Whilst the women were working in pairs, one observing, the other notating, they too were observed. They were timed and their accuracy tested from the moment when one of the plates was removed from its sleeve by the edges and placed on the micrometer machine to the final calculations required. The observer, such as Willcocks in the image above, positioned the glass plate. Then she turned tiny screws to move the microscope up, down or across and focused the eyepiece on a single star-speck. Inside the microscope was a glass reticle with a graduated X-Y axis scale as shown in the image below. The star being measured had to be in the centre, and at least no more than 5mm either side, and the observer then read out the co-ordinates for the star’s position to her partner.

Then she would compare the size of the star with a slide of standard star brightness dots, which she passed in front of the eyepiece using tweezers. The same plate would be turned 180 degrees and re-measured by a different ‘computer’ to ensure accuracy. It was anticipated that over 170 stars per hour could be measured using this method. In the afternoon they would often calculate the comparative stellar data using the formula which required logbooks and slide rulers because mornings were best for measuring.

Each plate might contain hundreds, sometimes over a thousand stars:

‘None of the high‑powered work was done by anyone but the men. So, we just gave what we measured to them and they did all the hard work. We wouldn’t have known if it was unusual. It was just like little black spots. Some were bigger than others. But there were so many of them that if there’d been something really unusual, we’d have noticed’ (Winsome Bellamy, interviewed 2011).

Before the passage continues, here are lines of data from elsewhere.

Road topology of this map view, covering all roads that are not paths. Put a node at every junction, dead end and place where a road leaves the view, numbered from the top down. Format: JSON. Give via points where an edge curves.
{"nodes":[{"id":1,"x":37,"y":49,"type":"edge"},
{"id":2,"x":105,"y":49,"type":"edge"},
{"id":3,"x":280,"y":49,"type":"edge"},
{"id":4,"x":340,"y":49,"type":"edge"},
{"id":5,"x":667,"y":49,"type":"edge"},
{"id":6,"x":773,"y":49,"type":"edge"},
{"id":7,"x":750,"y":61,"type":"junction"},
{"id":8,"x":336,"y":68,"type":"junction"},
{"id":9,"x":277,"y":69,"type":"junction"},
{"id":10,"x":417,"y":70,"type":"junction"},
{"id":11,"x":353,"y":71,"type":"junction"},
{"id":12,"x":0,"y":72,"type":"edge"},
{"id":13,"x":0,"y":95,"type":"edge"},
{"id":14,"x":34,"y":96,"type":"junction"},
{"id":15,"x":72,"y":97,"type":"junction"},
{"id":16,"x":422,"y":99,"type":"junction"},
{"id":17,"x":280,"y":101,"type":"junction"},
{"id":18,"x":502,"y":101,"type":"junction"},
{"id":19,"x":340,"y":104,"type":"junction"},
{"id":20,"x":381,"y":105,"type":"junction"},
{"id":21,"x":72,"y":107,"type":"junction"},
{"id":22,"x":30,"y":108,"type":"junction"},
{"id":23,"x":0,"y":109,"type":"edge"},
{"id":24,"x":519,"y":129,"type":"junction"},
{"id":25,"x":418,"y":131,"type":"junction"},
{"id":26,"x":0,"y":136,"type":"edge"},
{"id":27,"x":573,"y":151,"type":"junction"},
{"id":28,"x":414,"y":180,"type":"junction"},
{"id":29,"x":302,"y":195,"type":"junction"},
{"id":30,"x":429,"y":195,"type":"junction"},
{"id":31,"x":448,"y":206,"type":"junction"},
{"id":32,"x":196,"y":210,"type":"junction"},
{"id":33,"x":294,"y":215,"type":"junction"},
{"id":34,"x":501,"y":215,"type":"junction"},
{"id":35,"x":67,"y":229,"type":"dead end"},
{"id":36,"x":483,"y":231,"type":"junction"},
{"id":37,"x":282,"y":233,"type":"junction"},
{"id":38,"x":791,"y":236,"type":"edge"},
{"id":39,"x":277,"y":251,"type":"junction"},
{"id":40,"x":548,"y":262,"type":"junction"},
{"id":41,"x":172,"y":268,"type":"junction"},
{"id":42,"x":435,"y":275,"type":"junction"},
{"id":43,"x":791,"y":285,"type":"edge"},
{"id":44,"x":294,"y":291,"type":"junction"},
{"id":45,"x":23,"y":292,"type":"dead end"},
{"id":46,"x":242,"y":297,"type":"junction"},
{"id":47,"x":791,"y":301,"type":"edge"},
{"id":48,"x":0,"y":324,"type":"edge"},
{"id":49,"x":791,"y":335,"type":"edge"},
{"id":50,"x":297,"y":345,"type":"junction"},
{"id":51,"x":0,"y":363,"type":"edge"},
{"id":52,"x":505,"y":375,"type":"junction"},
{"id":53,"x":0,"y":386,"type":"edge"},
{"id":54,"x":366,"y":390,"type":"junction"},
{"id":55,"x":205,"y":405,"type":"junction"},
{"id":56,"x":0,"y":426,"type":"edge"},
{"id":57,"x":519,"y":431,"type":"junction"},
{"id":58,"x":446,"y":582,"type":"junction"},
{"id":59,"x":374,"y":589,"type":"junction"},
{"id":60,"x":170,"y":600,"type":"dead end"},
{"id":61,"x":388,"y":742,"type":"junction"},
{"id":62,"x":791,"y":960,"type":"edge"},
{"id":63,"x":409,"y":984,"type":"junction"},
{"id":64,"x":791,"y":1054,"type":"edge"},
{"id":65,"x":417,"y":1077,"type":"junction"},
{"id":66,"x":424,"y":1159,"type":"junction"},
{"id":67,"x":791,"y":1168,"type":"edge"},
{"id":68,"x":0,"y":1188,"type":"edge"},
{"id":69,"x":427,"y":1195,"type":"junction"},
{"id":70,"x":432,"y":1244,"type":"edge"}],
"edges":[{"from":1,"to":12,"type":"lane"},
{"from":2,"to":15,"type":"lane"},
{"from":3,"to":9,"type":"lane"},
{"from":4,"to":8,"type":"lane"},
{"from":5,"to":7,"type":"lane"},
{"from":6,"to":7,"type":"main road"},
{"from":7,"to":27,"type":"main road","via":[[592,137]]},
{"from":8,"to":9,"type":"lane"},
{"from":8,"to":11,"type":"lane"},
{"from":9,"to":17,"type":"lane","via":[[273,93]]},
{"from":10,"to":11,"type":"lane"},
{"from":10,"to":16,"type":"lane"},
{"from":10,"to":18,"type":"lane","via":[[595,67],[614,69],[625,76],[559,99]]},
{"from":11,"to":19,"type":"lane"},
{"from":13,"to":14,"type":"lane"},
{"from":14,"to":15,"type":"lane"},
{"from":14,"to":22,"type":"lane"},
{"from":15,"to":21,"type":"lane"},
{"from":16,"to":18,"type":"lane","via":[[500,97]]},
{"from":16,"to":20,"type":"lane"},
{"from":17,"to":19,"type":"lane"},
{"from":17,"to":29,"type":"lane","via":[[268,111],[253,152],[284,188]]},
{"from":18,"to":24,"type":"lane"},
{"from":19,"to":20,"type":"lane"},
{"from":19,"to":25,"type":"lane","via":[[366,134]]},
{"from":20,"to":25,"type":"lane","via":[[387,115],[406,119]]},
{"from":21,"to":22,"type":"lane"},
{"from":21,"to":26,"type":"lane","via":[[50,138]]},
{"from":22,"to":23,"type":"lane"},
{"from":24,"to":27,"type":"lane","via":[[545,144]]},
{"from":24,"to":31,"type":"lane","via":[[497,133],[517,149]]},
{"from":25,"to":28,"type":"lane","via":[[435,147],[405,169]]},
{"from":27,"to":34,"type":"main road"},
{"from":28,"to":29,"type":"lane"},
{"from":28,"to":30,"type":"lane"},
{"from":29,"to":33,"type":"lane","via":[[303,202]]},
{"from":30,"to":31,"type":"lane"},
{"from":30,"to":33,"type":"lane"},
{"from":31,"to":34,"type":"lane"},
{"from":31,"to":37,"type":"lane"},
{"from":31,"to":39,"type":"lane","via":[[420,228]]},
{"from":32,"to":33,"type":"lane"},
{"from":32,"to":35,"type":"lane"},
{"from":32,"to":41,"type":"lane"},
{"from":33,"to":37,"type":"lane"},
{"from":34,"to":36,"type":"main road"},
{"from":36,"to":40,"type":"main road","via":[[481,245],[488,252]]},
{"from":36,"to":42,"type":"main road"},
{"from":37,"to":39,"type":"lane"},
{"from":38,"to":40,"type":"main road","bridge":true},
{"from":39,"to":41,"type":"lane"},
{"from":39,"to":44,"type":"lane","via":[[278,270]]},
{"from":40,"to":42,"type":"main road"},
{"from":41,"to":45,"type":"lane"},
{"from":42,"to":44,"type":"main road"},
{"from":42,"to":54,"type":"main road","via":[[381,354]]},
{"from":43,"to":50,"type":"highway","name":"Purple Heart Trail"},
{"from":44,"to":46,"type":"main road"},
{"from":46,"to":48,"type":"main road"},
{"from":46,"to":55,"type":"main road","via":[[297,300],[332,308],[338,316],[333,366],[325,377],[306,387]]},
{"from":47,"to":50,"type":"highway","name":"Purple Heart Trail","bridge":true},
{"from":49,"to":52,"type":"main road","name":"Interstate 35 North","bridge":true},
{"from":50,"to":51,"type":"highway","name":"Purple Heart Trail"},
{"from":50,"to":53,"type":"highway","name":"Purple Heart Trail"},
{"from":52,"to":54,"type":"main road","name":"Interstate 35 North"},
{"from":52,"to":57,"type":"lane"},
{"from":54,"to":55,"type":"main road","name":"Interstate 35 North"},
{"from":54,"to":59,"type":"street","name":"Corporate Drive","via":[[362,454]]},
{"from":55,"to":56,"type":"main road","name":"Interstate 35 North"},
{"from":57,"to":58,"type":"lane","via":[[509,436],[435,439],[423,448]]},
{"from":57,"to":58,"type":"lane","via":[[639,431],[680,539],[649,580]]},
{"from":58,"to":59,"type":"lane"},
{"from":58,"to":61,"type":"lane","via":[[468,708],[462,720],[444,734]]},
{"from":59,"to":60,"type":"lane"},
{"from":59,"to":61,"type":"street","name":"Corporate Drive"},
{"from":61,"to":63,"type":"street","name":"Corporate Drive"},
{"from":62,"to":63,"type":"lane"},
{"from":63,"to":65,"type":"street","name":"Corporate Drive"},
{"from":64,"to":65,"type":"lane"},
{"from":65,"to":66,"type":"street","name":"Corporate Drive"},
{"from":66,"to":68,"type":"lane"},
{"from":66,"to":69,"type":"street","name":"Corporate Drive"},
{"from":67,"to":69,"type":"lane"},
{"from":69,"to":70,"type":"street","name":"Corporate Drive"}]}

The lead ‘computer’ checked other work, trained newcomers and reported anomalies. But their work was confined, mostly, to very specific tasks. They did not publish, and their findings were made available for others to analyse. They were seen as data producers, and their job was to be as machine-like as possible, with little or ideally no variation. Winsome Bellamy, pictured below, found the work routine:

‘We had turns about to use the machine, because your eyes became very tired with looking through the micrometer. The other person would sit and write the figures down. We did about half an hour, or perhaps longer on the machine. And then we would swap places and the other one would have a turn. The four of us were working beside each other with the two different machines. But we talked all the time, while we were doing it, and swapped gossip and jokes. And we had a great time apart from work’ (Bellamy 2011).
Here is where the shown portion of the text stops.